Article courtesy of Author Nectar Gan | Date(June 23,2015) | South China Morning Post | Shared as educational material
Tens of millions of mainland Chinese are being poisoned by unsafe levels of fluoride and arsenic in drinking water, despite decades of official efforts to improve supplies, state media say.
Elevated fluoride levels were found in the water in more than 1,000 counties across the country at the end of 2013, Oriental Outlook, a magazine affiliated with Xinhua, on Monday quoted a Centre for Disease Control and Prevention expert as saying.
Nearly 21 million people suffered diseases caused by excessive exposure, such as skeletal fluorosis – a painful condition that affects bones and joints and which can cripple in severe cases, according to Gao Yanhui, an expert at the centre’s National Centre for Endemic Disease Control. Gao said 87 million people were at risk nationwide.
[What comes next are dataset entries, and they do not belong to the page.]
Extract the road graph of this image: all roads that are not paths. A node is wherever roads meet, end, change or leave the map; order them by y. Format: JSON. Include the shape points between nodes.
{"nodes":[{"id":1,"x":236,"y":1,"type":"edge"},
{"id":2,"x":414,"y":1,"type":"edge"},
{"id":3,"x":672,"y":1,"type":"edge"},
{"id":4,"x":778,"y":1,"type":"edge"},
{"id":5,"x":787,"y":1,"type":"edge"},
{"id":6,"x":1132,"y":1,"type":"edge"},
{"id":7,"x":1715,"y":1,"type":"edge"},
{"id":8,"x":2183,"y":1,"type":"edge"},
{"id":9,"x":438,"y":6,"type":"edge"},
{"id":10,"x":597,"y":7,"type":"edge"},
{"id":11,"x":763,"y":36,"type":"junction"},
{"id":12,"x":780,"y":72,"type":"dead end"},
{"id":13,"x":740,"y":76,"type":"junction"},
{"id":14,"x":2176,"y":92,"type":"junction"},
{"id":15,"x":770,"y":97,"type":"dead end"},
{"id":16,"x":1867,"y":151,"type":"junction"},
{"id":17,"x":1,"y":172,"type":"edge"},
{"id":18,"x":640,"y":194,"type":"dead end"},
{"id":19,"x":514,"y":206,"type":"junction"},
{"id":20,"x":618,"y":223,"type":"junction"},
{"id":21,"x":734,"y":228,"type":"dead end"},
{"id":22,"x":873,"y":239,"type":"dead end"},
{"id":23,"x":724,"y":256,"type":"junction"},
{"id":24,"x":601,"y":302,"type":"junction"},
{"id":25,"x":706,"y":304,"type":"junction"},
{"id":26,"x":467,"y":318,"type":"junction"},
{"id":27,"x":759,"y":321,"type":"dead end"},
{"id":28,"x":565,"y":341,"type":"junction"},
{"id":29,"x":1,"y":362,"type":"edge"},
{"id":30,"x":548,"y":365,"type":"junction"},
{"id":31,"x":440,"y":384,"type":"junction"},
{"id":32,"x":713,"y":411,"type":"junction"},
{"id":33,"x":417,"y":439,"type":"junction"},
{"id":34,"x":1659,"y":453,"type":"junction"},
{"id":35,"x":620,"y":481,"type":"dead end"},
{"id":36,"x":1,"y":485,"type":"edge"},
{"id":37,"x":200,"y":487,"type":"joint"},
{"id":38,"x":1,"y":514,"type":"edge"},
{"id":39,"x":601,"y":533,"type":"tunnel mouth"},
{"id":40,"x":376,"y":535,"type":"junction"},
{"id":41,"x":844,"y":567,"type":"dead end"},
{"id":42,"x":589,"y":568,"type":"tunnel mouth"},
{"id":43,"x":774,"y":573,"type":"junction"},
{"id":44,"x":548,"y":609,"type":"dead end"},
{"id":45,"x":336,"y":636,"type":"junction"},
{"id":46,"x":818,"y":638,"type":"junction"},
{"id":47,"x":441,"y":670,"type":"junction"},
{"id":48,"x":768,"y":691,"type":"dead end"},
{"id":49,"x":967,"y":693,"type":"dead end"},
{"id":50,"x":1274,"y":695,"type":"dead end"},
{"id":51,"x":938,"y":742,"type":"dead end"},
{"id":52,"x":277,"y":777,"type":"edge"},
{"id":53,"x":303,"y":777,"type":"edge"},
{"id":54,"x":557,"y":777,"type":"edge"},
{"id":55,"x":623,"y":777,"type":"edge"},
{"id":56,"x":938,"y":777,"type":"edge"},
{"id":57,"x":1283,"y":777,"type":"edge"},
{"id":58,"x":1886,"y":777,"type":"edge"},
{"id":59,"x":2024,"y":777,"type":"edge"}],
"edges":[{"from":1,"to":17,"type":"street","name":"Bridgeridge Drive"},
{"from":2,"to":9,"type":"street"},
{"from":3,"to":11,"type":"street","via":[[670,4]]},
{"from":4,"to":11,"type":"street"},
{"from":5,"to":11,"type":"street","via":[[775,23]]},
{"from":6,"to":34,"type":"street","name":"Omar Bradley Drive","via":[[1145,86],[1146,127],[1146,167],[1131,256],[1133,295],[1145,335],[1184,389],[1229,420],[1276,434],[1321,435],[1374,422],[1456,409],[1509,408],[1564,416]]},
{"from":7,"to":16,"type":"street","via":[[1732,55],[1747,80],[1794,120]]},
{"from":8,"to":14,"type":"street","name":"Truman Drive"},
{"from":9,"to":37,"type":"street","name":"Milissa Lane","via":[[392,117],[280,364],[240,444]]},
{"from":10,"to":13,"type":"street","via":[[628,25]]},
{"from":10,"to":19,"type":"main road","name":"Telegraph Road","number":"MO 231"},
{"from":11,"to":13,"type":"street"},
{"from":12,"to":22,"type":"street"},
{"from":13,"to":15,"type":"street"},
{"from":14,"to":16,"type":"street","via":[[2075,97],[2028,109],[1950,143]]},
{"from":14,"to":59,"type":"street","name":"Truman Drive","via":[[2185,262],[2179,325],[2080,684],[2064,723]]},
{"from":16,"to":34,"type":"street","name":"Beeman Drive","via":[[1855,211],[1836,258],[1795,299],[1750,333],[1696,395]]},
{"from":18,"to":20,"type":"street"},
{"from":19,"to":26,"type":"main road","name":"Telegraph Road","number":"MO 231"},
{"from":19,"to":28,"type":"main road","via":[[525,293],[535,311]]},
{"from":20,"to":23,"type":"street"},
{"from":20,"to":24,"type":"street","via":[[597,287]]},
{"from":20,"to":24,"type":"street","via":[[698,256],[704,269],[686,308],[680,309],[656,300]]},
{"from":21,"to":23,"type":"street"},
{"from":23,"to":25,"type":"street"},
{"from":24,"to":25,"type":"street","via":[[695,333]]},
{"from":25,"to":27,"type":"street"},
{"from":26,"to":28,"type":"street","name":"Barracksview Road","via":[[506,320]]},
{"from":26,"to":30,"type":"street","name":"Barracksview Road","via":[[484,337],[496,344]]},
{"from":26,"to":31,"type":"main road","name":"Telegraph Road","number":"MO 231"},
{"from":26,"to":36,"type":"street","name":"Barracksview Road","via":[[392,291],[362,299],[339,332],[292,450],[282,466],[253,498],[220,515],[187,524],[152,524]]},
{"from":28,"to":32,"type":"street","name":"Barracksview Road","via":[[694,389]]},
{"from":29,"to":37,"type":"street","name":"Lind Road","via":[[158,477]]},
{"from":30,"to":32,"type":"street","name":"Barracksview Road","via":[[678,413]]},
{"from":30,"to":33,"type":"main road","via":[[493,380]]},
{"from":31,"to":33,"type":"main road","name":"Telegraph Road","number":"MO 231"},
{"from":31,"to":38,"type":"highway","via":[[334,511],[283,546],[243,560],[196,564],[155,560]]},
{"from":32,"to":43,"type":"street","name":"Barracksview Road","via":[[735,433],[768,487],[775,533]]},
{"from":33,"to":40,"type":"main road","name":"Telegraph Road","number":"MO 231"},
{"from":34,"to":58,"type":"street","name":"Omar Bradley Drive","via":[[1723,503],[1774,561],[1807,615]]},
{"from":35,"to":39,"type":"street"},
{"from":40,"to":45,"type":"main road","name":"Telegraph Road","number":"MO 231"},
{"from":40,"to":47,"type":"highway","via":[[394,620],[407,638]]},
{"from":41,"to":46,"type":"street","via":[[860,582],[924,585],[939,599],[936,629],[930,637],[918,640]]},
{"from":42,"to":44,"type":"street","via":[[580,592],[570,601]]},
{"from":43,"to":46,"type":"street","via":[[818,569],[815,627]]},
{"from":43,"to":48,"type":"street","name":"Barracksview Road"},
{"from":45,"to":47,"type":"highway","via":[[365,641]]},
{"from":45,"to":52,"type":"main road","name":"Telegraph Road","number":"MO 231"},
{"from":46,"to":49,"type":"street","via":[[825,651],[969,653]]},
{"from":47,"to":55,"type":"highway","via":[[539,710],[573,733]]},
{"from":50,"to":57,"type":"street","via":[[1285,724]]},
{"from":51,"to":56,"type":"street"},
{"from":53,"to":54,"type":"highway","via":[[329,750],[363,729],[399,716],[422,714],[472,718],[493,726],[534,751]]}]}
The worst-hit areas were in the northern plains, with Henan province the most acutely affected, Gao said.
Arsenic poisoning was another concern, with about 600,000 people in 131 counties in about half of the mainland’s provinces affected, the report said. Long-term exposure can cause skin problems and lung, bladder, skin and kidney cancer.
Excessive iodine intake due to poor drinking water had put 30 million people at risk of goitre, a figure little changed from a decade ago, when nationwide research put the number at 30.98 million.
The central government had spent hundreds of billions of yuan over the past decade on improving drinking water in rural areas, but local governments were still short of funds to continue the work, the report said.
It pointed to a project to improve well water in Qianan county in Jilin province. A third of the 590,000 yuan (HK$746,000) spent so far had come from the central government, it cited a project management report as saying. Provincial authorities came up with about 37 per cent, while the public covered the remainder.
“The serious endemic areas are mostly poverty-stricken areas, where local governments are unable to carry out [work on] prevention and control of endemic diseases,” Gao said.
“They can only rely on funds from higher levels [of government] for water improvement projects” and the residents were too poor to come up with the financing themselves, Gao said.
Another expert in endemic-disease control said water-quality projects often involved a range of government departments, which made efficient management more difficult.
Under the existing system, health authorities cannot take the initiative in the projects, while the Ministry of Water Resources – which is responsible for site selection and construction of the projects – lacked geological expertise.
“The water resources departments do not have a grasp of the quality of water, and the wells they drill are often substandard,” he was quoted as saying.
The report did not specify concentration levels for either fluoride or arsenic, but the national standard for fluoride in large-scale centralised supplies is 1mg per litre. The level recommended by the World Health Organisation is 1.5mg/litre.